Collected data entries
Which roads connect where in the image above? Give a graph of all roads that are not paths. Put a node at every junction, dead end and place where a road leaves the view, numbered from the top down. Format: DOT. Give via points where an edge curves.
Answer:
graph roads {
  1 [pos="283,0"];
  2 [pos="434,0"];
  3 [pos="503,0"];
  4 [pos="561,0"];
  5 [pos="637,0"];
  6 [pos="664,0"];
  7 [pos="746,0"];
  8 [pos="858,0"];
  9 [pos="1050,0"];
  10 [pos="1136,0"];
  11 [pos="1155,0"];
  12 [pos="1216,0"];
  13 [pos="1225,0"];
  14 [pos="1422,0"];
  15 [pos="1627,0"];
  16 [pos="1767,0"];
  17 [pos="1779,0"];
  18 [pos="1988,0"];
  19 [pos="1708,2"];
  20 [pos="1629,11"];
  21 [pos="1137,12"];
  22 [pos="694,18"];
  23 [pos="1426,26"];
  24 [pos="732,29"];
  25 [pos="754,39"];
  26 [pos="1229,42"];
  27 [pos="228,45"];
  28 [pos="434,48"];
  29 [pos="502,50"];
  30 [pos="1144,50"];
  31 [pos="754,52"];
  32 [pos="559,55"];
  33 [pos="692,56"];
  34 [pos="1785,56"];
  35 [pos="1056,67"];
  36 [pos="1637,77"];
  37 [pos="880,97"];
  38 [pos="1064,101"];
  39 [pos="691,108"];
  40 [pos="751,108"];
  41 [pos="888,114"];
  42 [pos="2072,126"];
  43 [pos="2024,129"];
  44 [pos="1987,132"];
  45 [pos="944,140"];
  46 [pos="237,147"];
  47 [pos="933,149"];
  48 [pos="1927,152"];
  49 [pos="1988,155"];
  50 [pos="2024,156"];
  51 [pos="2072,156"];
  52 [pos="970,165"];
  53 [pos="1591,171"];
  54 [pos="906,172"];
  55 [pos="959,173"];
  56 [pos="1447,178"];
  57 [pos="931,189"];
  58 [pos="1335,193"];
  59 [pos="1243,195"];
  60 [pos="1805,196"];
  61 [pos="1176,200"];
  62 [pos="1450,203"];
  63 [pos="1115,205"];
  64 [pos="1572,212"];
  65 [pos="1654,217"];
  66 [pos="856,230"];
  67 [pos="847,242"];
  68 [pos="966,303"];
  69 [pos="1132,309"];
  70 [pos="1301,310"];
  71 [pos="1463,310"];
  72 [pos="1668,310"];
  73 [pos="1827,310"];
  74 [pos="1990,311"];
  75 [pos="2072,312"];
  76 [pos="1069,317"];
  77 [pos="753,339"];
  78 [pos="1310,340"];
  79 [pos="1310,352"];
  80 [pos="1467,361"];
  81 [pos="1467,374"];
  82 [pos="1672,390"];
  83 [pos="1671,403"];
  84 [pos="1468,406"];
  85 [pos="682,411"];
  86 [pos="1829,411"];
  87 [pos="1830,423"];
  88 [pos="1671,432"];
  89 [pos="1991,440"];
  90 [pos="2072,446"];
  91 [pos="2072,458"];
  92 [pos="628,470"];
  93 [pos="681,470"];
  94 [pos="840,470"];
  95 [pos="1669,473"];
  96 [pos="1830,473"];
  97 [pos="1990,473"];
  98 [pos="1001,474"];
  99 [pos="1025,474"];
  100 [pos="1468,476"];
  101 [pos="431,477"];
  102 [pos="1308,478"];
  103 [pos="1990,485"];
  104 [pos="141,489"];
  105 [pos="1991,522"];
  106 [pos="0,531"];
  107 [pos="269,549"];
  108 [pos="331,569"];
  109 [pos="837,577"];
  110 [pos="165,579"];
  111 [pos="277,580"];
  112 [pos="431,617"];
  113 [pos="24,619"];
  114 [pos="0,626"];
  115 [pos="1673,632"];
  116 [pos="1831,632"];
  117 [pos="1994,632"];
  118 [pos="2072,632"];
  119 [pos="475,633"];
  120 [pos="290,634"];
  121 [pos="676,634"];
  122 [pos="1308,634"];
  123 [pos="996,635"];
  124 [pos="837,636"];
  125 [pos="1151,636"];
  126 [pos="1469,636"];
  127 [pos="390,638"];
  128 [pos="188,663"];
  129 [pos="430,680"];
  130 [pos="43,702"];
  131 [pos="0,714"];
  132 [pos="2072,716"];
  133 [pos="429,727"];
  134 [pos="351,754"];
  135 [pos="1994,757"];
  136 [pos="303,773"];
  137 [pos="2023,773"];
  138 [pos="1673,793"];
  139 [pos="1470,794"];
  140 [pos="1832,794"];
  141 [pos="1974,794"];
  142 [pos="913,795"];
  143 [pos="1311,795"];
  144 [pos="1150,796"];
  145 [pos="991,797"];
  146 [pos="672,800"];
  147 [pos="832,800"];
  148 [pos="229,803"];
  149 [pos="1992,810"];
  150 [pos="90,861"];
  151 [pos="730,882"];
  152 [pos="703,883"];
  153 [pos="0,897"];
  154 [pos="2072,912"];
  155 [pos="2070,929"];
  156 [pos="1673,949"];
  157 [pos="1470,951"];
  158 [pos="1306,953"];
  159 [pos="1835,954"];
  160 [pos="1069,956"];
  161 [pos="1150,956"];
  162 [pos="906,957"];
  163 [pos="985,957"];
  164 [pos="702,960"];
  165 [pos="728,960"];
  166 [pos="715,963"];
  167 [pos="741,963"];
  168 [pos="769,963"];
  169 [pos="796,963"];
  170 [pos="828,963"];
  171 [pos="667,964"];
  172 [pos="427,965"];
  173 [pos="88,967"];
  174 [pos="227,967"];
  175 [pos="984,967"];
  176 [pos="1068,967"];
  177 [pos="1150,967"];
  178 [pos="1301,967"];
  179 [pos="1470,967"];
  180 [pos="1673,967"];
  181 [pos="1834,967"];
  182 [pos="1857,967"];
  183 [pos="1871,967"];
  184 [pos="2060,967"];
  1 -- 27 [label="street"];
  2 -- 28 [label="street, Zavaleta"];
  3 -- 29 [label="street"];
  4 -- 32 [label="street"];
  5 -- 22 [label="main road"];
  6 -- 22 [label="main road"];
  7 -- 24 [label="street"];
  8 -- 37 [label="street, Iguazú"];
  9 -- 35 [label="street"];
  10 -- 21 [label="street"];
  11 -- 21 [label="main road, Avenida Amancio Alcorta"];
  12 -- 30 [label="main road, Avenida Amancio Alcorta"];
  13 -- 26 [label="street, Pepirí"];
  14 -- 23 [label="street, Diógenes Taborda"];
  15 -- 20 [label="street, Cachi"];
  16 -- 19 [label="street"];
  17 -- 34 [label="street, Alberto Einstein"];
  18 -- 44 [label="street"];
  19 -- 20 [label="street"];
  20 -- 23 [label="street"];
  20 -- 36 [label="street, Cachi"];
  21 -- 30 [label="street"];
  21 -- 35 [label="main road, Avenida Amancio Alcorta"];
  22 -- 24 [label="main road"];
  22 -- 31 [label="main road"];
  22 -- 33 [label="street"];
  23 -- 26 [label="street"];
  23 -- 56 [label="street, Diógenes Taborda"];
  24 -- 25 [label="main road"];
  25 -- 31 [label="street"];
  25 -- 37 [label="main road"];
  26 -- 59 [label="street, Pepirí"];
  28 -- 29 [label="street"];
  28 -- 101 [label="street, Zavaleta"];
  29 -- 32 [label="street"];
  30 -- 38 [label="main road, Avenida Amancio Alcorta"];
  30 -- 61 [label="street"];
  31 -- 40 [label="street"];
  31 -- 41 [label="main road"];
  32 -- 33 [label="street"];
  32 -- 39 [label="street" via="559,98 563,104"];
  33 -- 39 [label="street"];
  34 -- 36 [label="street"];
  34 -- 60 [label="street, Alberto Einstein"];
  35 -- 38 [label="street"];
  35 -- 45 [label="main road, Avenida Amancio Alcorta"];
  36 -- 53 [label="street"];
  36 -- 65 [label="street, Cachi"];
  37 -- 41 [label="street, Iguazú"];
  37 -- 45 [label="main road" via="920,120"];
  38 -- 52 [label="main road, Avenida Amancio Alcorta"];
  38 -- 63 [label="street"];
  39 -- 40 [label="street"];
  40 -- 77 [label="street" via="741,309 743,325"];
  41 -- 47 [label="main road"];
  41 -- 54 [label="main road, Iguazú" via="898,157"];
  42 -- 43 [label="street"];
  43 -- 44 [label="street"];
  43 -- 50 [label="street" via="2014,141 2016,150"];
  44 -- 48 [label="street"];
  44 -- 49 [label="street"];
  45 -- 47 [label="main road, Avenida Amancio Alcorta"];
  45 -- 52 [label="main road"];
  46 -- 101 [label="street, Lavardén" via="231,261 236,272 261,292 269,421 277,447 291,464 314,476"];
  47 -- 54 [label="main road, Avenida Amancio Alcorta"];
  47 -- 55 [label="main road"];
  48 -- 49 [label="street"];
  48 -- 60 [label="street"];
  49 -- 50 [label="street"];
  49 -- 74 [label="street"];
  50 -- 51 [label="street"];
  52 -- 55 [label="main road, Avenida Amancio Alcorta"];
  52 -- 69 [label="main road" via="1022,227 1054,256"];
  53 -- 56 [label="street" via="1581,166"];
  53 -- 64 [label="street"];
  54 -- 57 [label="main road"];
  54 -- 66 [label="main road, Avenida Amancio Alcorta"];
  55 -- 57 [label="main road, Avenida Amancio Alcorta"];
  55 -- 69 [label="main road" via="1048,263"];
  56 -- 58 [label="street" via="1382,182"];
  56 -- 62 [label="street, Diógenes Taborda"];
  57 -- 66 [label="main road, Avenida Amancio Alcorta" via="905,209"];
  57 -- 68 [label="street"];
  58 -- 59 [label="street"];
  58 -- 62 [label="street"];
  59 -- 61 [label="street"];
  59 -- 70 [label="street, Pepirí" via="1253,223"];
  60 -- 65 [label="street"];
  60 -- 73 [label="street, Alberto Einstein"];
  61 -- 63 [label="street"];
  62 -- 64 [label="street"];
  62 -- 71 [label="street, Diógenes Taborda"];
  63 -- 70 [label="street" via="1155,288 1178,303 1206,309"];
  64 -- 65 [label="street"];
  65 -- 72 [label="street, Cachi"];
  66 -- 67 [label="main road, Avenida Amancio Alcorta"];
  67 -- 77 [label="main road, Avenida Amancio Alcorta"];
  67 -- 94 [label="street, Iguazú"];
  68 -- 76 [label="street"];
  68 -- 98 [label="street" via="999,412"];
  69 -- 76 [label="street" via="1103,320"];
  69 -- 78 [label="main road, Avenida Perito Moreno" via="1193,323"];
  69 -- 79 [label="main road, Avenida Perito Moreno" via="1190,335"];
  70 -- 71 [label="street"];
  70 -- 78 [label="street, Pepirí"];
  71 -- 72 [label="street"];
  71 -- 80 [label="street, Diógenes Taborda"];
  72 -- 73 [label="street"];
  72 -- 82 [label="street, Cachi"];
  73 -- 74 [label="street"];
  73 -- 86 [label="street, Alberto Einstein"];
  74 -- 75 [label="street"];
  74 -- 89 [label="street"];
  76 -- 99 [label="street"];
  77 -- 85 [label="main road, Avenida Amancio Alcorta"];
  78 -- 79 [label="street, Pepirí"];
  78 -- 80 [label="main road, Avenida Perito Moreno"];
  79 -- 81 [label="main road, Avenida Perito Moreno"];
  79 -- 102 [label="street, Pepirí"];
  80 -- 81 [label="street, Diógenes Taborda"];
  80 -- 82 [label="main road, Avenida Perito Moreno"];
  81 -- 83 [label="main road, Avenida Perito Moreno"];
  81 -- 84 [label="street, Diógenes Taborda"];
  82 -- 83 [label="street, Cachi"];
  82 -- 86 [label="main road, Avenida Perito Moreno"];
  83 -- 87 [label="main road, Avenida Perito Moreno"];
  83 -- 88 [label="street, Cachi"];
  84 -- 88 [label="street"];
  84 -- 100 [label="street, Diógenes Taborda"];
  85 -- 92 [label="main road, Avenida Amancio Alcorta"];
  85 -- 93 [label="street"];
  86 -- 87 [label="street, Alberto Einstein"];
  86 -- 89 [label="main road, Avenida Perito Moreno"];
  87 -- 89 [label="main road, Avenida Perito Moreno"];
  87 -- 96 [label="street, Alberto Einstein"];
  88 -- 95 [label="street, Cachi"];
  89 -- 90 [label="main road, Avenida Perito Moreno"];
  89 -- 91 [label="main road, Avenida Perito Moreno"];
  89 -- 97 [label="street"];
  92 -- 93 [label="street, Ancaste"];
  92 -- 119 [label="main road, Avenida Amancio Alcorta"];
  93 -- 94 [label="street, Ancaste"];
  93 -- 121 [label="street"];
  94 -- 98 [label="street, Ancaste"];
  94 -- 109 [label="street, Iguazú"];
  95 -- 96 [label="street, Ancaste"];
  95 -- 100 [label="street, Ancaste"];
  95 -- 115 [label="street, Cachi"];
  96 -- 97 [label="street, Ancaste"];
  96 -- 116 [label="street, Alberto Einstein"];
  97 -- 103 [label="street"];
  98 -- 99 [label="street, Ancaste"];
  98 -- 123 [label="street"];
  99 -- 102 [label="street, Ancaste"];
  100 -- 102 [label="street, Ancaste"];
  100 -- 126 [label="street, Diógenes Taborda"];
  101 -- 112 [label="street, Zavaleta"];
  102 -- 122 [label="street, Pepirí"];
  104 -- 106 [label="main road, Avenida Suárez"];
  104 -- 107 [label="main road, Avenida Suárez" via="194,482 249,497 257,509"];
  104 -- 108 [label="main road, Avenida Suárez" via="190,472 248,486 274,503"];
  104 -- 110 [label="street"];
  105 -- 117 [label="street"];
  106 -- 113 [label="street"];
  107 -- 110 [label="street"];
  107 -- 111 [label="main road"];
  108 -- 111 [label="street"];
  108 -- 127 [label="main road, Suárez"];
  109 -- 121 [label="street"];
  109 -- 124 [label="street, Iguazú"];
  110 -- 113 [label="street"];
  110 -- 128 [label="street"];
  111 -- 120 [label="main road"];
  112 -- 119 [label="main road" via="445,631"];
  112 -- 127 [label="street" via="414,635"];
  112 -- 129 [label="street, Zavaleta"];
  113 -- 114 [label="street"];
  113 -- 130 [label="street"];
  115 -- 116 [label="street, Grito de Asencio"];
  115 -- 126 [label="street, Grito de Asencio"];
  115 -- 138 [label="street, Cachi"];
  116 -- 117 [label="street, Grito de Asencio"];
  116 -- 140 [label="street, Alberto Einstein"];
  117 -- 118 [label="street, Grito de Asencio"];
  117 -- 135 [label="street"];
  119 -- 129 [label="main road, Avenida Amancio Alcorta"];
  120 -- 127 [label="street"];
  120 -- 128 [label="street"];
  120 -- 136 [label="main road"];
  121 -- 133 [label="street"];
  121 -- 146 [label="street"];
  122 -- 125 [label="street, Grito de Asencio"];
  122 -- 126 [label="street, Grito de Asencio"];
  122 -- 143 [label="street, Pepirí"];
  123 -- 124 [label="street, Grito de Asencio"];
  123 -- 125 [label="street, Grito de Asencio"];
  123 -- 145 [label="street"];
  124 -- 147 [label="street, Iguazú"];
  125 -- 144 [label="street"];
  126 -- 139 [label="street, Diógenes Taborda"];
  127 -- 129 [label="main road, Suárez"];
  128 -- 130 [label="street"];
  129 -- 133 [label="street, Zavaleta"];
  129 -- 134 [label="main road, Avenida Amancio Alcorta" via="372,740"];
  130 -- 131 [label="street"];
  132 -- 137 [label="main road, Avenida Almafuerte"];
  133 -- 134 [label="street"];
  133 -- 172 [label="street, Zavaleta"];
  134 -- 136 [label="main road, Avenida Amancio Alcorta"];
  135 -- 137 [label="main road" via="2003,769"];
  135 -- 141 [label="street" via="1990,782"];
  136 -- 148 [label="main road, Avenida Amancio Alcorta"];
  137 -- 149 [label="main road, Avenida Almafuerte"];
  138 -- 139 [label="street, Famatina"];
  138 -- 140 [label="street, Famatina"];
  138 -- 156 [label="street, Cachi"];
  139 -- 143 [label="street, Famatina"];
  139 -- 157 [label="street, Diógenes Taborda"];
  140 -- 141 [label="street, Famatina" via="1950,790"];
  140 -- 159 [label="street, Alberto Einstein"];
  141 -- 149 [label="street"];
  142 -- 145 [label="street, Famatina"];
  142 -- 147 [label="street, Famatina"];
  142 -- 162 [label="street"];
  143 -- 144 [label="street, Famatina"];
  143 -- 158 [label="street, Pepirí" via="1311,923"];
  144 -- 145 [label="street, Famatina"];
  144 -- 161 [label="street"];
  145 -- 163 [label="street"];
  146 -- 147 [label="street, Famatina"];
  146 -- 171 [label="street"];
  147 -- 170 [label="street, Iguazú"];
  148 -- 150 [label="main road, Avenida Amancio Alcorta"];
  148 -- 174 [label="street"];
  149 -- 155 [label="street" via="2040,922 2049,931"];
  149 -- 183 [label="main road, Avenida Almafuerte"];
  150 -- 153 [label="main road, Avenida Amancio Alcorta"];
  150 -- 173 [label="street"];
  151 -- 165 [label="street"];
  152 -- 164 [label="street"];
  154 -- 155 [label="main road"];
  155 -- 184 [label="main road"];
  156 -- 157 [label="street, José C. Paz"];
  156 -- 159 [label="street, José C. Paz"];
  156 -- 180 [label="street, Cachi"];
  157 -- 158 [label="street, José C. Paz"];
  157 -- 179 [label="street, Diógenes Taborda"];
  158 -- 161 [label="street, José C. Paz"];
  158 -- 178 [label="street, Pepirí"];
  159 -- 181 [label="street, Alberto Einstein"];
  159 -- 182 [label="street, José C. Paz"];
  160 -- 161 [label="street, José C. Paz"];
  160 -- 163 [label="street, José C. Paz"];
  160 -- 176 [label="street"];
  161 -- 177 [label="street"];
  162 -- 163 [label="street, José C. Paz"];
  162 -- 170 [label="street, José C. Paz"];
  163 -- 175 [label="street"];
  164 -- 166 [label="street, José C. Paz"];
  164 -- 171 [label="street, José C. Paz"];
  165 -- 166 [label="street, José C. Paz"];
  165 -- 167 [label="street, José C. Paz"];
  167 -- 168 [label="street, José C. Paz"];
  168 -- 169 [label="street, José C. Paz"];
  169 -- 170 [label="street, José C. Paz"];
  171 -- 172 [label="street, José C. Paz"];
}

Exercise description: All lines above that include the word "Einstein" should be located and copied.

Answer box:
  17 -- 34 [label="street, Alberto Einstein"];
  34 -- 60 [label="street, Alberto Einstein"];
  60 -- 73 [label="street, Alberto Einstein"];
  73 -- 86 [label="street, Alberto Einstein"];
  86 -- 87 [label="street, Alberto Einstein"];
  87 -- 96 [label="street, Alberto Einstein"];
  96 -- 116 [label="street, Alberto Einstein"];
  116 -- 140 [label="street, Alberto Einstein"];
  140 -- 159 [label="street, Alberto Einstein"];
  159 -- 181 [label="street, Alberto Einstein"];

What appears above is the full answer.